NA: From August 2019 until we arrived in the United States in December 2021, we have a lot to say in that sense.

JC: In reality, you became the priority target for state security agents. They arrested you every time we left our apartment and the worst thing was that I was left without knowing where they were going.

NA: They never say. And to think that everything was motivated by the activism in the defense of women’s rights, specifically by demanding the establishment of a comprehensive law against violence, gender-based and political, against women, as well as the updating of data on femicides and the training of public officials dedicated to these matters. The campaign was called “United for our rights”.

JC: You were once missing for over twenty-four hours. When you were released, I learned that you had been interrogated and threatened several times while you were confined in a cell at a police station.

NA: I received threats during every arrest. That was part of the routine. Two mobile phones were broken during that long process of short detentions and house arrests. In addition to the imposition of seven fines.

JC: It was a nightmare. I felt that from one moment to the next they would imprison you as they have done with dozens of women who demand the freedom of political prisoners, respect for fundamental freedoms or who actively participate in other activities that they try to carry out in the independent civil society framework.

NA: There were plenty of reasons to think that way.

JC: In general, the situation has worsened since July 11 and 12, when thousands came out to protest in more than fifty towns in the country, calling for reforms and repudiating the government’s management.

Between the lockdowns due to the coronavirus, the increase in shortages, inflation and the exponential rise in violence on the part of the repressive forces, an environment has been created, much more realistic, of that of a concentration camp, ruled by the codes of survival and the terror of the jailers towards each one of the captives.

NA: More than 500 protesters remain in custody.

JC: Some missing. Their families don’t know if they are alive or dead.

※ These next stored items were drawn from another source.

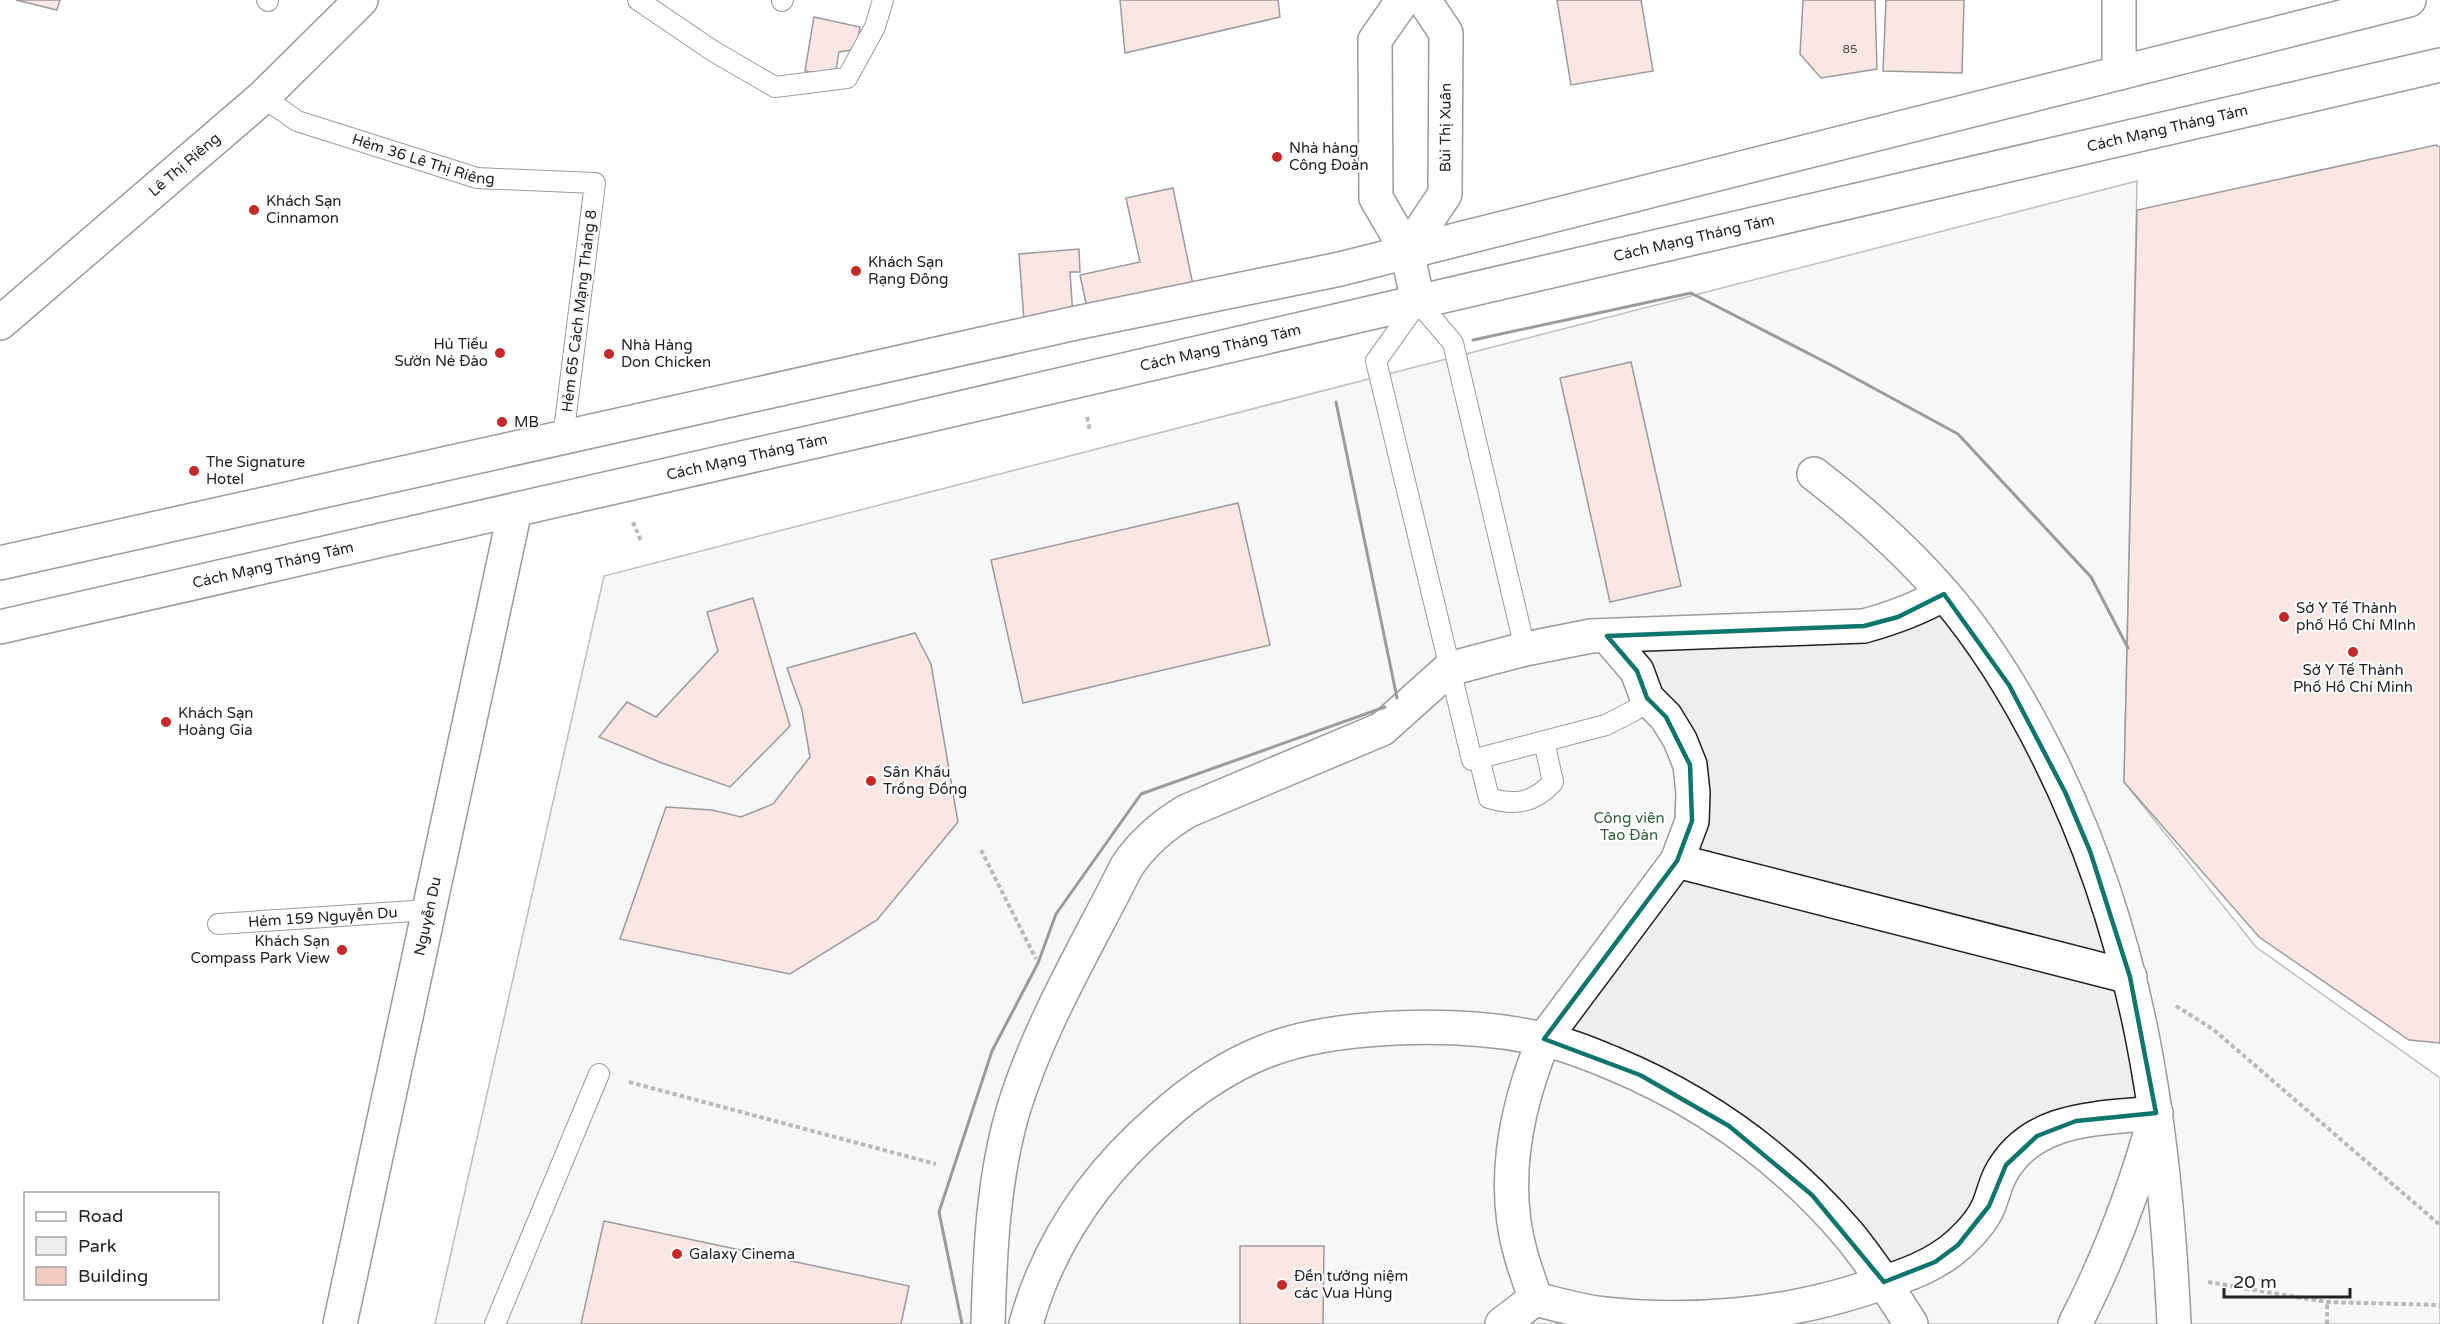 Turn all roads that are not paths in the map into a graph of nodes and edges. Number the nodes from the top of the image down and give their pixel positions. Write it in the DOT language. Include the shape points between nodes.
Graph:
graph roads {
  1 [pos="361,0"];
  2 [pos="638,0"];
  3 [pos="883,0"];
  4 [pos="1403,0"];
  5 [pos="1424,0"];
  6 [pos="2119,0"];
  7 [pos="2409,0"];
  8 [pos="2434,70"];
  9 [pos="2119,73"];
  10 [pos="263,97"];
  11 [pos="595,183"];
  12 [pos="1407,251"];
  13 [pos="1418,302"];
  14 [pos="0,323"];
  15 [pos="563,438"];
  16 [pos="1814,474"];
  17 [pos="515,510"];
  18 [pos="0,563"];
  19 [pos="1944,594"];
  20 [pos="0,627"];
  21 [pos="1607,636"];
  22 [pos="1525,649"];
  23 [pos="1449,669"];
  24 [pos="1647,698"];
  25 [pos="1544,741"];
  26 [pos="1479,758"];
  27 [pos="1677,861"];
  28 [pos="429,910"];
  29 [pos="218,924"];
  30 [pos="2130,977"];
  31 [pos="1544,1039"];
  32 [pos="599,1074"];
  33 [pos="2156,1113"];
  34 [pos="1884,1282"];
  35 [pos="1535,1299"];
  36 [pos="340,1324"];
  37 [pos="495,1324"];
  38 [pos="988,1324"];
  39 [pos="1026,1324"];
  40 [pos="1502,1324"];
  41 [pos="1911,1324"];
  42 [pos="2075,1324"];
  43 [pos="2174,1324"];
  1 -- 10 [label="street, Lê Thị Riêng"];
  2 -- 3 [label="lane" via="775,87 848,78 875,27"];
  4 -- 12 [label="street" via="1375,40 1376,198"];
  5 -- 12 [label="street, Bùi Thị Xuân" via="1446,33 1445,194"];
  6 -- 9 [label="street"];
  7 -- 9 [label="street"];
  8 -- 13 [label="street, Cách Mạng Tháng Tám"];
  9 -- 12 [label="street"];
  10 -- 11 [label="lane, Hẻm 36 Lê Thị Riêng" via="297,121 477,178"];
  10 -- 14 [label="street, Lê Thị Riêng"];
  11 -- 15 [label="lane, Hẻm 65 Cách Mạng Tháng 8"];
  12 -- 13 [label="street"];
  12 -- 15 [label="street" via="1340,269 1076,323"];
  13 -- 17 [label="street, Cách Mạng Tháng Tám"];
  13 -- 22 [label="lane" via="1453,343"];
  13 -- 23 [label="lane" via="1377,361"];
  15 -- 18 [label="street"];
  16 -- 19 [label="street" via="1904,550"];
  17 -- 20 [label="street, Cách Mạng Tháng Tám"];
  17 -- 28 [label="street, Nguyễn Du"];
  19 -- 21 [label="street" via="1898,617 1864,626"];
  19 -- 30 [label="street" via="2009,685 2061,782 2097,871"];
  21 -- 22 [label="street"];
  21 -- 24 [label="street" via="1636,671"];
  22 -- 23 [label="street"];
  23 -- 26 [label="lane" via="1472,760"];
  23 -- 38 [label="street" via="1382,729 1187,811 1155,832 1126,866 1034,1052 1013,1112 992,1225"];
  24 -- 25 [label="lane" via="1635,710 1606,725"];
  24 -- 27 [label="street" via="1666,717 1690,765 1692,821"];
  25 -- 26 [label="lane"];
  25 -- 26 [label="lane" via="1553,782 1535,798 1523,802 1505,803 1489,798"];
  27 -- 30 [label="street"];
  27 -- 31 [label="street"];
  28 -- 29 [label="lane, Hẻm 159 Nguyễn Du"];
  28 -- 36 [label="street, Nguyễn Du"];
  30 -- 33 [label="street"];
  31 -- 34 [label="street" via="1640,1075 1729,1126 1812,1195"];
  31 -- 35 [label="street" via="1520,1107 1511,1179 1520,1253"];
  31 -- 39 [label="street" via="1486,1029 1369,1029 1317,1037 1267,1051 1234,1067 1173,1107 1105,1172 1056,1244"];
  32 -- 37 [label="lane"];
  33 -- 34 [label="street" via="2076,1121 2037,1136 2006,1165 1989,1206 1958,1245 1935,1262"];
  33 -- 42 [label="street" via="2122,1222"];
  33 -- 43 [label="street" via="2169,1226"];
  34 -- 35 [label="street" via="1834,1299 1731,1317 1642,1318"];
  34 -- 41 [label="street"];
  35 -- 40 [label="street"];
}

NA: I never thought a protest of that magnitude was possible. Everything set off spontaneously.

JC: Social media played a fundamental role. Without it, it would have been impossible. 

NA: I feel sorry for the people burdened by vicissitudes and lack of hope for a better future. Almost everyone wishes to escape from that ordeal. Thousands have died in the Caribbean Sea and in the Central American jungle trying to reach the United States. And despite the risks they will continue trying.

JC: And it’s not because of the embargo. The fundamental cause of the economic crisis is the internal blockade of the communist party, which refuses to carry out profound transformations that stimulate national production and facilitate the growth of investments from other countries.

NA: Much of the world thinks that Cuba is like this because of the sanctions Washington has been imposing since 1960.

JC: Its impact cannot be ruled out. It is obvious that they cause damage, but the main reason is internal. The state monopoly on the economy is a disaster. There is easily verifiable historical evidence. Socialism excels at selling promises and successes on the pages of newspapers and on the news. The governing military elite is betting on the continuity of the model. Therefore, the chances of better living conditions are slim. The future, in the short and medium term, is as dark as the present.

NA: Speaking of the last thing you mention.

JC: What?

NA: The future, but ours here in the United States.

JC: Well, we will begin rebuilding our lives step by step. It is a complex process, not without difficulties, but we must look ahead and take advantage of every opportunity that comes our way. We are fortunate to be in an environment of freedom and opportunities.

NA: How we wish it were for Cuba.

JC: Of course yes. I can’t imagine how that will happen, but let’s hope that history will surprise us. Cuba deserves another destiny. Nothing to do with perfection. A country more attached to common sense, where we can all live accepting our differences responsibly, would suffice. Hatred motivated by an ideology must disappear. It is time to put an end to intolerance. Concord is the goal to be achieved –the sooner the better.